(1) Technical scope of application

(1) Technical scope of application

This technology is mainly used in the chemical industry.

(2) Technical principles (transformation content)

① Technical introduction

A newly installed lithium bromide refrigerator and a supporting 0.5barg steam and condensed water pipeline system will be connected to the lithium bromide refrigerator to make better use of the excess 0.5barg steam. Use excess 0.5barg steam from MDI and MMDI units to connect to the lithium bromide refrigerator generator to evaporate the lithium bromide solution water. Under normal operation of MDI and MMDI units, the lithium bromide refrigerator was directly operated and an electric refrigerator was stopped.

② Energy saving principles

In lithium bromide absorption refrigeration, water serves as the refrigerant and lithium bromide serves as the absorbent. Since the boiling point of the lithium bromide aqueous solution itself is very high and is extremely difficult to volatilize, the vapor on the liquid surface of the lithium bromide saturated solution can be considered to be pure water vapor.

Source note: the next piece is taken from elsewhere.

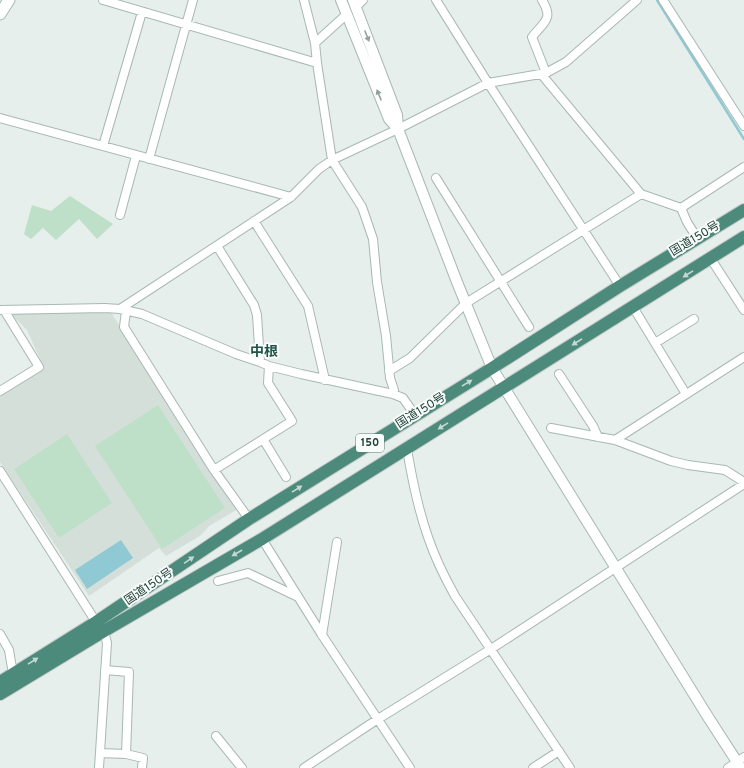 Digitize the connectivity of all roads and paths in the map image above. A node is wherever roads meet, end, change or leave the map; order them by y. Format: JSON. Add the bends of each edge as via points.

The MDI device and MMDI device operate very stably, allowing the excess 0.5 barg of steam generated to be stably supplied to the lithium bromide refrigerator, thereby reducing the operation of an electric refrigerator. The lithium bromide refrigerator system itself has excellent operating reliability. Even if the MDI device and the MMDI device are unable to supply 0.5 barg steam due to the skipping of the MDI device and the MMDI device, the lithium bromide refrigerator can automatically be in standby mode. The operation in the central control room only needs to be carried out from the lithium bromide refrigerator. The chilled water regulating valve coming out of the refrigerator can be controlled to an appropriate opening to ensure the supply temperature of other chilled water users. The freezer automatic control system will automatically sense the recovery of 0.5barg steam. Once the steam recovers, the freezer will resume work without disturbance. Therefore, this project saves electricity consumption by utilizing waste steam.

(3) Application cases

Covestro Polymers (China) Co., Ltd. MDI lithium bromide refrigerator renovation project.

1) Implementation content and cycle: 0.5barg of excess steam generated during the production process of MDI and MMDI units is cooled by air coolers and water coolers and then recycled condensed water. The freezer of the original MDI device was electrically driven. A newly installed lithium bromide refrigerator is used for this project. Excess 0.5barg steam from MDI and MMDI units is connected to the lithium bromide refrigerator generator to evaporate lithium bromide solution water. Under normal operation of MDI and MMDI devices, an electric refrigerator can be shut down to achieve energy conservation. The cycle is 8 months.

2) Energy conservation and emission reduction effect and investment payback period:

Electricity consumption per unit of cooling capacity before renovation =1482.73÷7485.01=0.198 million kWh/(ten thousand kWh of cooling capacity)

Electricity consumption per unit of cooling capacity after transformation =339.35÷3381.94=0.1 million kWh/(ten thousand kWh cooling capacity).

Therefore, annual electricity saving of the project =(unit consumption before transformation-unit consumption after transformation)*Refrigeration capacity before transformation =(0.198-0.1)*7485.01= 7.335 million kWh.

The rated power of the condensate pump is increased to 7.5kW for the project. Based on the annual operation of 8000 hours, the power consumption of the pump is 7.5*8000÷10000= 60,000 kWh.

Project energy conservation =(733.5-6) 10,000 kWh *2.88tce/10,000 kW=2095tce (rounded).

The payback period is 4 months.

(4) Potential for replication and promotion, energy-saving potential (payback period)

This technology is applied to energy-saving technical transformation of refrigeration units in the chemical industry. Through technical transformation, excess steam and steam energy loss can be fully utilized. The technical transformation method is safe and reliable, the energy-saving and emission reduction effects are relatively obvious, and the potential for promotion, application and replication is relatively large.